Kaise 1988 - Marine-organism arsenic speciation
Kaise, Hanaoka, Tagawa, Hirayama, and Fukui measured total arsenic and hydride-generation species in 60 marine-organism specimens including edible seaweeds, bivalves, gastropods, crustaceans, and fish. The paper separates water-soluble and lipid-soluble fractions and reports inorganic arsenic, methylated arsenic, dimethylated arsenic, trimethylated arsenic, and total arsenic as arsenic. It is useful for speciation context because total arsenic was often high while inorganic arsenic was not detected in most rows.
Key numbers
Table 1 reports arsenic as As in ug g-1; the extracted PDF text renders the micro sign inconsistently as p. Parenthetical percentages in the source are species shares of total arsenic and are not repeated here.

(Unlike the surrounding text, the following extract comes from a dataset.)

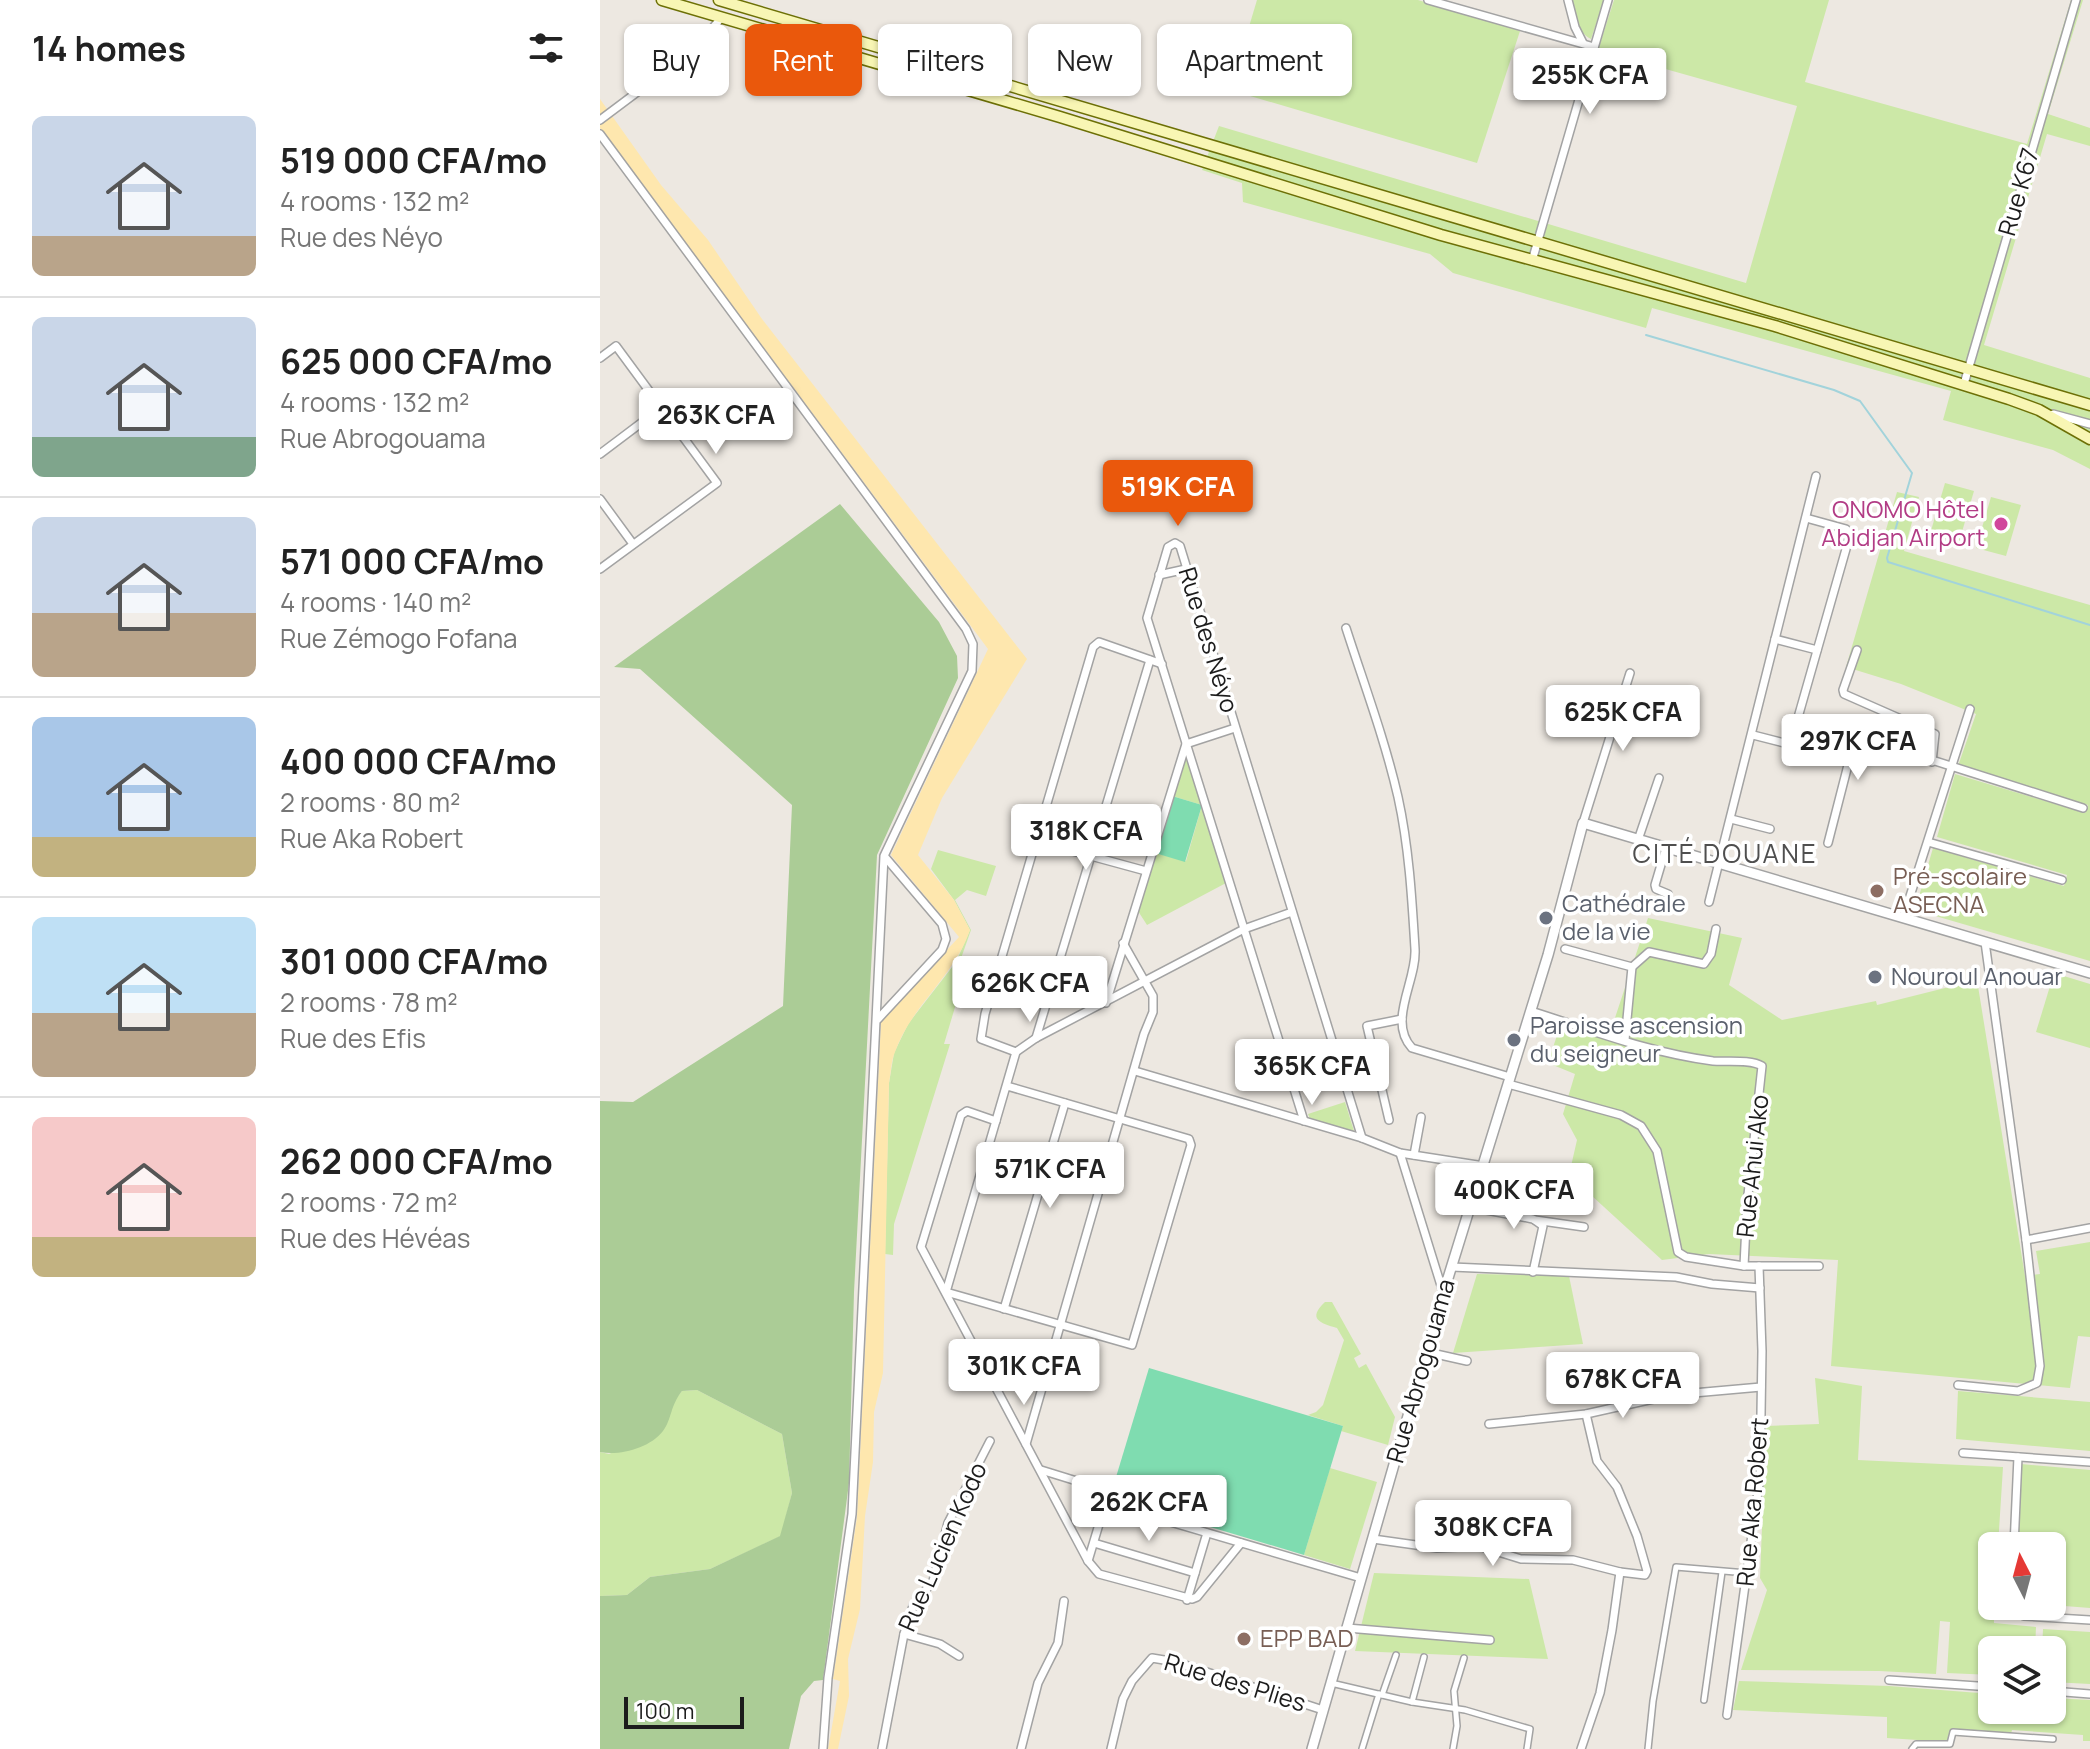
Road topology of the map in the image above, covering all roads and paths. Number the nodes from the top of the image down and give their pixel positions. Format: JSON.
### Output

| Matrix row | Tissue | Water-soluble iAs | Water-soluble DMA | Water-soluble TMA | Lipid-soluble DMA | Lipid-soluble TMA | Total arsenic |
|---|---|---|---|---|---|---|---|
| Laminaria japonica | whole | ND | 36.48 | 1.07 | 0.14 | ND | 44.25 |
| Hizikia fusiforme | whole | 1.47 | 33.01 | 3.86 | ND | 0.17 | 41.31 |
| Hizikia fusiforme | whole | 8.69 | 17.68 | 0.36 | ND | ND | 36.07 |
| Ecklonia cava | whole | ND | 12.59 | 7.24 | ND | ND | 33.05 |
| Undaria pinnatifida | whole | ND | 2.74 | 0.34 | 4.75 | ND | 38.27 |
| Porphyra tenera | whole | ND | 47.39 | not reported in extracted text | 0.55 | ND | 69.85 |
| Gloiopeltis tenax | whole | ND | 0.10 | not reported in extracted text | 0.23 | ND | 35.36 |
The Results text states that 14 of the 60 specimens contained total arsenic above 30 ug g-1: seven seaweeds, four carnivorous gastropods, and three crustaceans. Of six Phaeophyceae seaweeds, five contained total arsenic over 30 ug g-1.

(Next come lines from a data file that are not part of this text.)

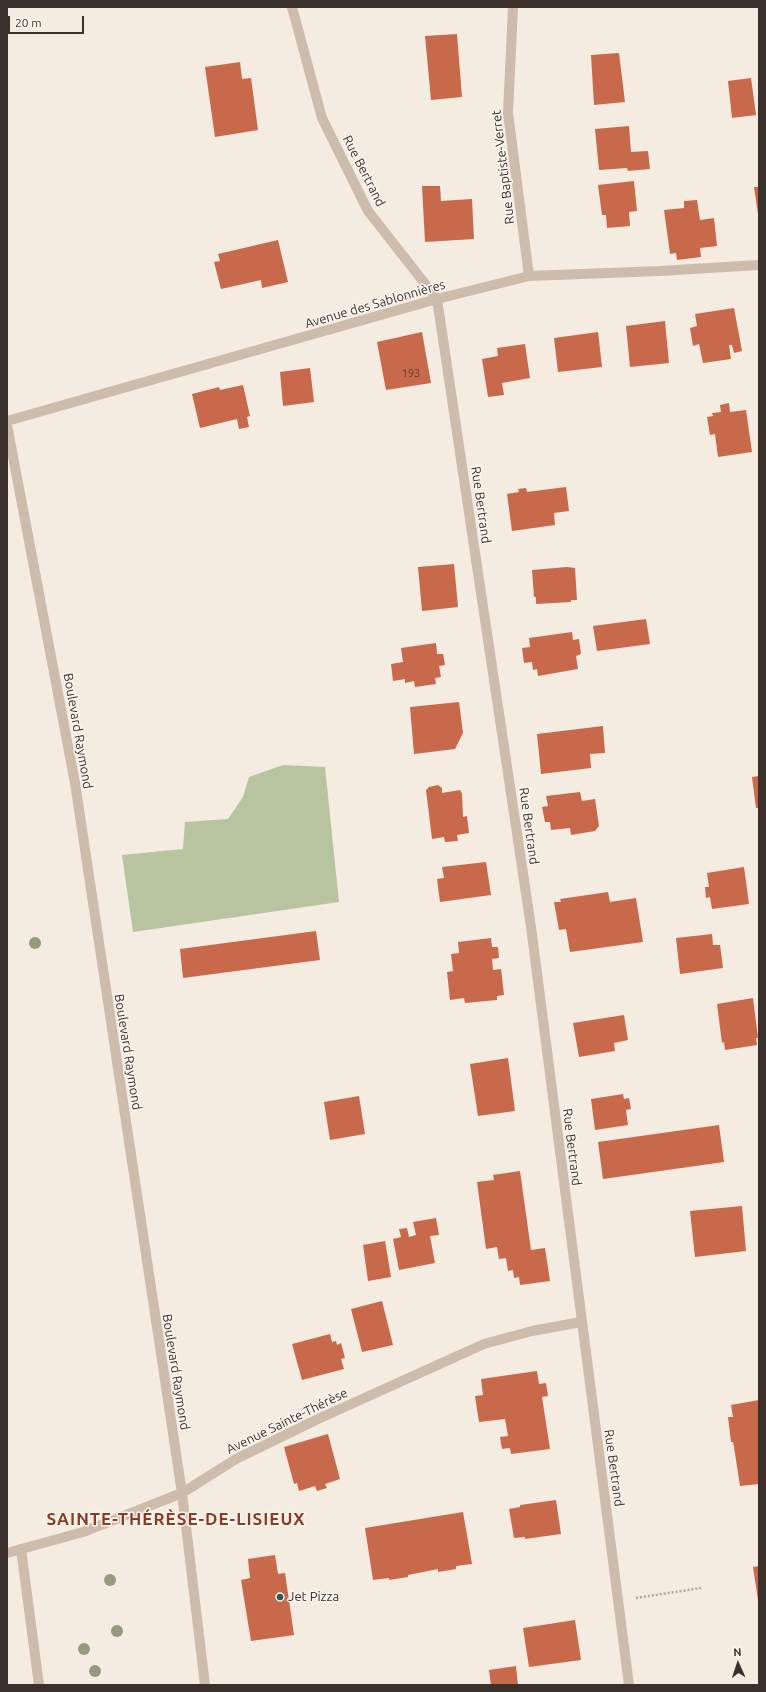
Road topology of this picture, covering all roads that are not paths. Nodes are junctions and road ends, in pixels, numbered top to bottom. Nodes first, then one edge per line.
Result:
1 (292, 7) edge
2 (513, 7) edge
3 (759, 264) edge
4 (529, 276) junction
5 (437, 299) junction
6 (7, 421) edge
7 (7, 425) edge
8 (581, 1322) junction
9 (182, 1493) junction
10 (20, 1549) junction
11 (7, 1553) edge
12 (39, 1685) edge
13 (205, 1685) edge
14 (629, 1685) edge

1 - 5 street, Rue Bertrand
2 - 4 street, Rue Baptiste-Verret
3 - 4 street, Avenue des Sablonnières
4 - 5 street, Avenue des Sablonnières
5 - 6 street, Avenue des Sablonnières
5 - 8 street, Rue Bertrand
7 - 9 street, Boulevard Raymond
8 - 9 street, Avenue Sainte-Thérèse
8 - 14 street, Rue Bertrand
9 - 10 street, Avenue Sainte-Thérèse
9 - 13 street, Boulevard Raymond
10 - 11 street, Avenue Sainte-Thérèse
10 - 12 street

High total-arsenic animal rows in Table 1 were dominated by trimethylated arsenic rather than inorganic arsenic:
| Matrix row | Tissue | Water-soluble iAs | Water-soluble TMA | Total arsenic |
|---|---|---|---|---|
| Kellettia lischkei | muscle | ND | 90.39 | 125.92 |
| Reishia bronni | muscle | ND | 109.86 | 123.79 |
| Reishia bronni | viscera | ND | 122.43 | 130.30 |
| Babylonia japonica | muscle | ND | 51.66 | 61.61 |
| Babylonia japonica | viscera | ND | 114.45 | 153.00 |
| Penaeus japonicus | muscle | ND | 59.87 | 65.83 |
| Panulirus japonicus | muscle | ND | 42.22 | 48.94 |
| Plagusia dentipes | muscle | ND | 44.99 | 46.87 |
The discussion states that the arsenic content of fish was generally low, under 10 ug g-1. Table 1 fish rows with higher totals included Oplegnathus fasciatus muscle at 9.38, Stephanolepis cirrhifer viscera at 9.28, and Pleuronichthys cornutus viscera at 8.08.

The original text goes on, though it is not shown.